Making Mistakes (Courtney McKinney-Whitaker)
When I first
learned about the theme for this month, I was stumped. I couldn't think of a
single embarrassing moment. At least not one I felt I could build a whole post
around. I'm not hiding anything, either. I really couldn't think of a good,
flat-on-my-face pratfall. And there, I realized, was my story.
I'm too
careful.
I need to
stop that. Really, I do. I'm so afraid of making mistakes that I often miss out
on the messiness of living, on taking chances, on making a fool of myself in
the service of something greater than myself.
The control
freak in me has a chokehold on my life, and sometimes on my airways in the form
of lung-crushing panic attacks.
I can laugh about
this, fortunately. In my office, there's a picture of a dog stranded on a rock
in the middle of the sea. The caption is a quote from John Ravenscroft Peel:
"I never make stupid mistakes, only very clever ones."
That's me
all over.
Maybe it's
the root of my extreme care: I'm smart. I am. I can humble-brag about it now
that I know it gets me exactly nowhere. Being smart has been part of my
identity for such a long time, almost since before I can remember, since I hit
every standardized test thrown at me out of the park and won any award my brain
could win. But if I make mistakes, then maybe I'm not smart, after all. And if
I'm not smart, then what am I? And what will people think of me?
My all-time
favorite book, Johnny Tremain, is
about a boy in Boston on the eve of the American Revolution, but for me as a
child, it was about dealing with that "gifted" label, something I
don't think was even around when the book was written in 1943. When I returned
to the book as an adult, it was about the ways giftedness fails us. Because,
really, being smart has never gotten me anywhere, but my fear of losing that
label through doing something foolish has held me back more times than I care
to count.
The
publication of my first novel, THE LAST SISTER, has been rife with people thinking
I've made mistakes, not in the writing (though I know those are there and I
know there are plenty of people happy to tell me about them), but in my choice
to write a book set in an obscure time and place, the frontier south during the
Anglo-Cherokee War of 1759-1761. I can't count the bemused smiles I've gotten
from people in the industry when I tell them I've written straight historical
fiction for young adults and there are no pretty dresses or noblemen in it,
just people living and dying in a war no one's ever heard of. The number of
times I've been asked, "Why? Why would you write a book this hard to sell?"

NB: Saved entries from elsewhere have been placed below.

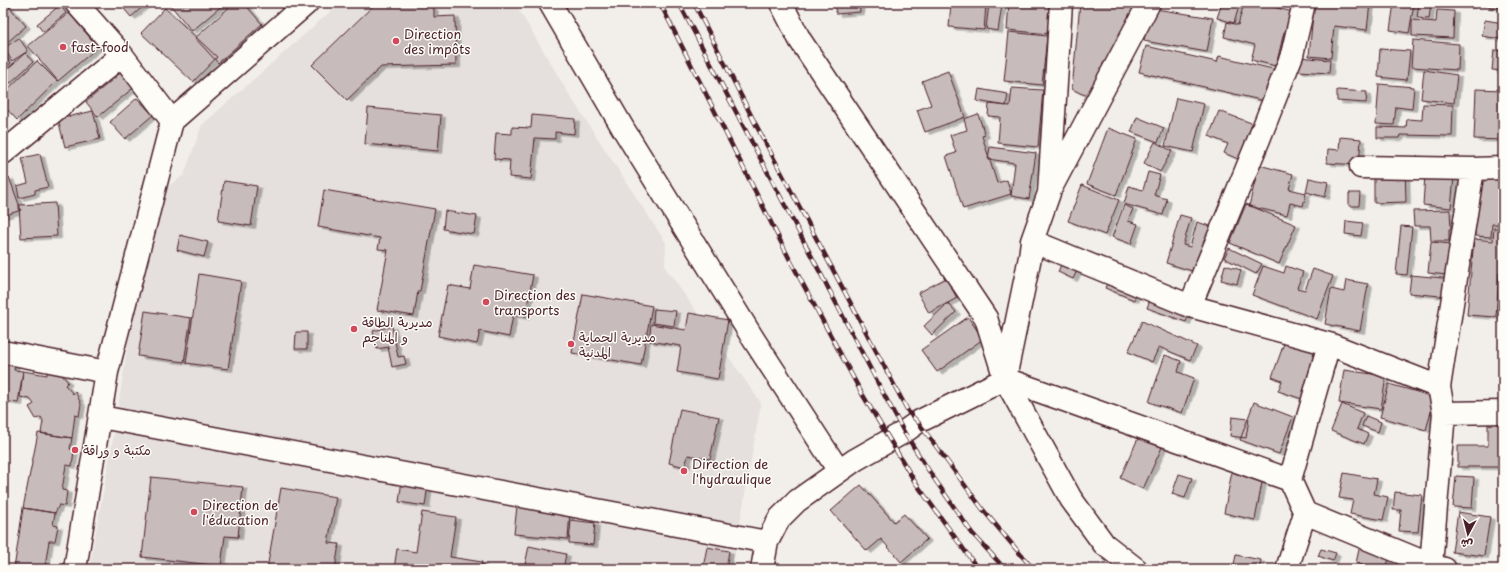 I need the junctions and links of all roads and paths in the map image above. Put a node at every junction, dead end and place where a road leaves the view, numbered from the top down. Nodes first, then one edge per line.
1 (76, 3) edge
2 (550, 3) edge
3 (780, 3) edge
4 (1061, 3) edge
5 (1149, 3) edge
6 (1304, 3) edge
7 (293, 7) edge
8 (122, 55) junction
9 (172, 121) junction
10 (3, 153) edge
11 (1361, 166) dead end
12 (1503, 168) edge
13 (1473, 169) junction
14 (1049, 193) junction
15 (1032, 241) junction
16 (1190, 306) junction
17 (1330, 344) junction
18 (3, 352) edge
19 (108, 372) junction
20 (1005, 379) junction
21 (1439, 387) junction
22 (1503, 412) edge
23 (1444, 413) junction
24 (101, 417) junction
25 (847, 466) junction
26 (1290, 480) junction
27 (1305, 513) junction
28 (767, 542) junction
29 (1438, 567) edge
30 (75, 569) edge
31 (762, 569) edge
32 (1136, 569) edge
33 (1287, 569) edge

1 - 8 street
2 - 25 street
3 - 20 street
4 - 14 street
5 - 14 street
6 - 16 street
7 - 9 street
8 - 9 street
8 - 10 street
9 - 19 street
11 - 13 street
12 - 13 street
13 - 21 street
14 - 15 street
15 - 16 street
15 - 20 street
16 - 17 street
17 - 21 street
17 - 26 street
18 - 19 street
19 - 24 street
20 - 25 street
20 - 26 street
20 - 32 street
21 - 23 street
22 - 23 street
23 - 29 street
24 - 28 street
24 - 30 street
25 - 28 street
26 - 27 street
27 - 29 street
27 - 33 street
28 - 31 street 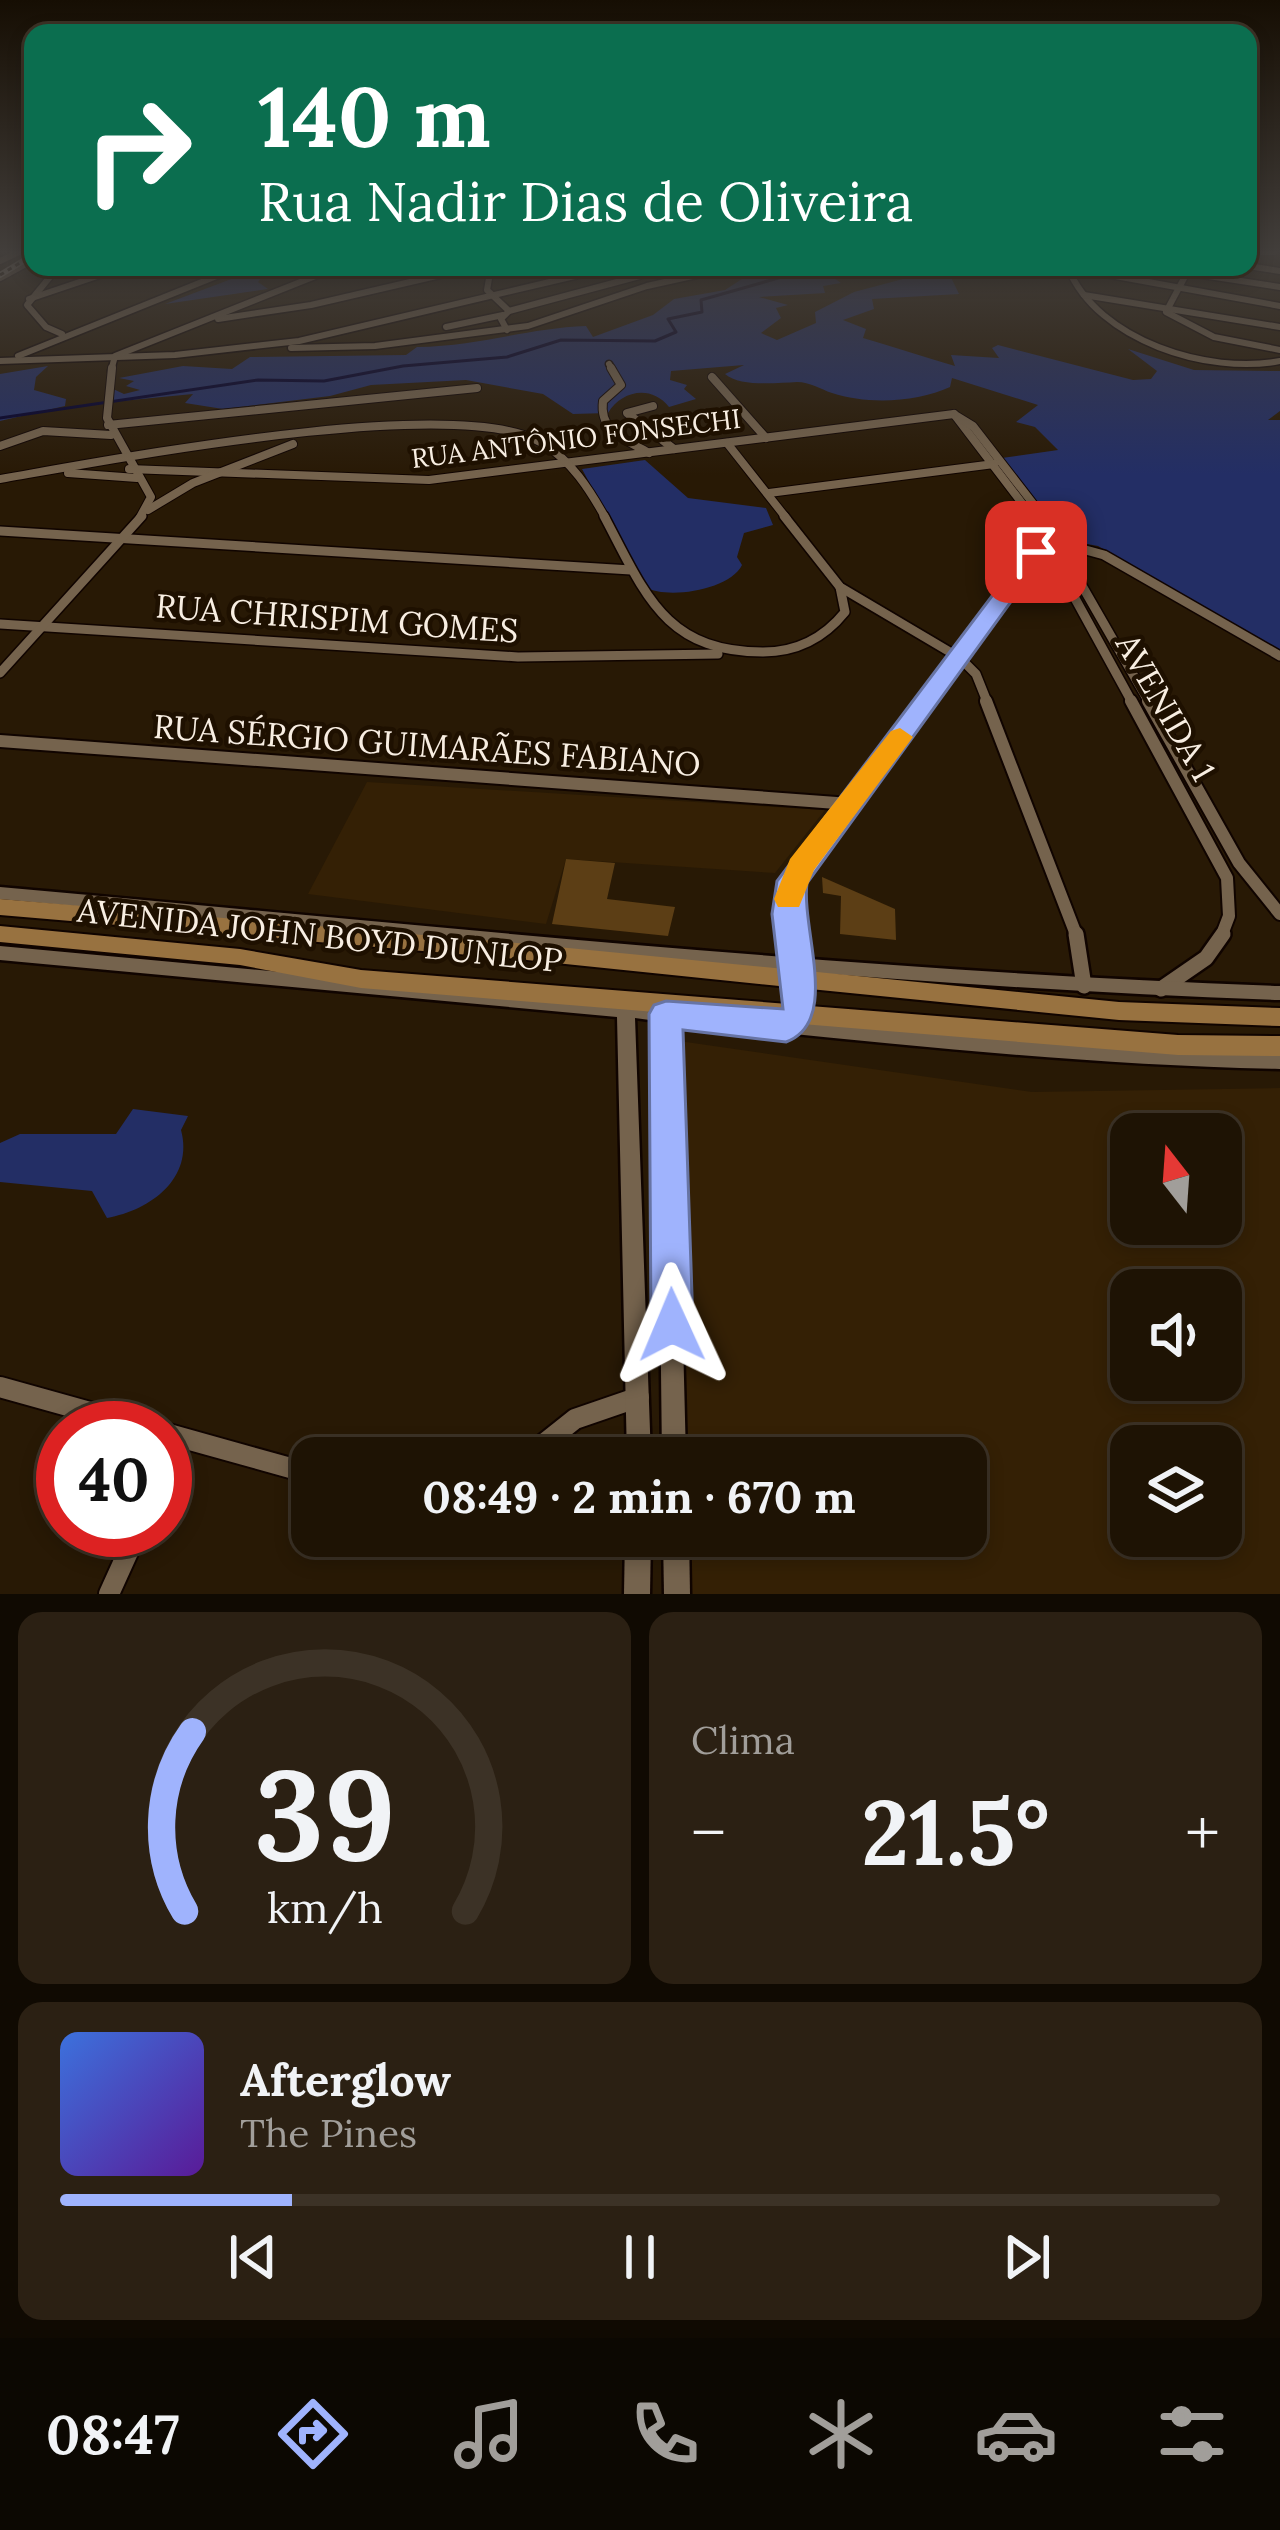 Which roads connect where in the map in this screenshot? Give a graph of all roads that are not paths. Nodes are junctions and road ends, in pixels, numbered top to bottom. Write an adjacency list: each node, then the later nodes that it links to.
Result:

Not always in so many words, but sometimes straight up, exactly like that. When
the book turned out to be critically well-received, I was told I'd made a
mistake in publishing with a small press because, you know, these days, a book
is either a blockbuster or a failure.
Except,
just, I really don't think either writing the book in the first place or
publishing with a small press was a mistake at all.
Anything in
writing and publishing is a risk, and I've never gotten anywhere except by
taking them. Being smart by itself has never gotten me anywhere. What has moved
me along is taking risks and making mistakes and sometimes falling flat on my
face.
So, as a
writer, I find myself on the verge of not being careful at all. This is old
wisdom, but I'm going to write the books I want to write, and if they lead me
down the path of bemused smiles, then so be it.
I'm
currently making another mistake in the form of a standalone companion to THE
LAST SISTER, a book I put off writing because I was afraid of those bemused
smiles. I'm going to keep writing about the eighteenth century because I love
writing about the eighteenth century. And then I'm going to keep making
mistakes, stupid ones and clever ones, because the real mistake is being too
careful and caring too much about what people think and ending up with no embarrassing
stories to tell. And now, I think I am going to have a cup of tea and write a
book about it. Tea, that is.
Mistake?
Great post. You are so right about the fact that getting published by a small press is not a mistake. Heck as a librarian and a writer, I hear so many people every week who lament the fact that they wanted to write, but chickened out. My late mother A. Carman Clark, was my best writer friend. She had her first book published at age 67 and her first mystery published at age 83. It took 40 years for the Maine Mulch Murder to get past other people's quizzical looks and furrowed brows, but it was a success. I wish you plenty of that as an author.
ReplyDeleteThanks, Berek! And belated congratulations to your mom!
DeleteYour book sounds very interesting and different. Not a mistake at all! Them asking you why you wrote it is the mistake.
ReplyDeleteThanks, Margie! It does sometimes take all my professionalism to keep my cool with that type of question. It's like asking, why would you be creative? Silly. (Sorry it took me so long to see your comment.)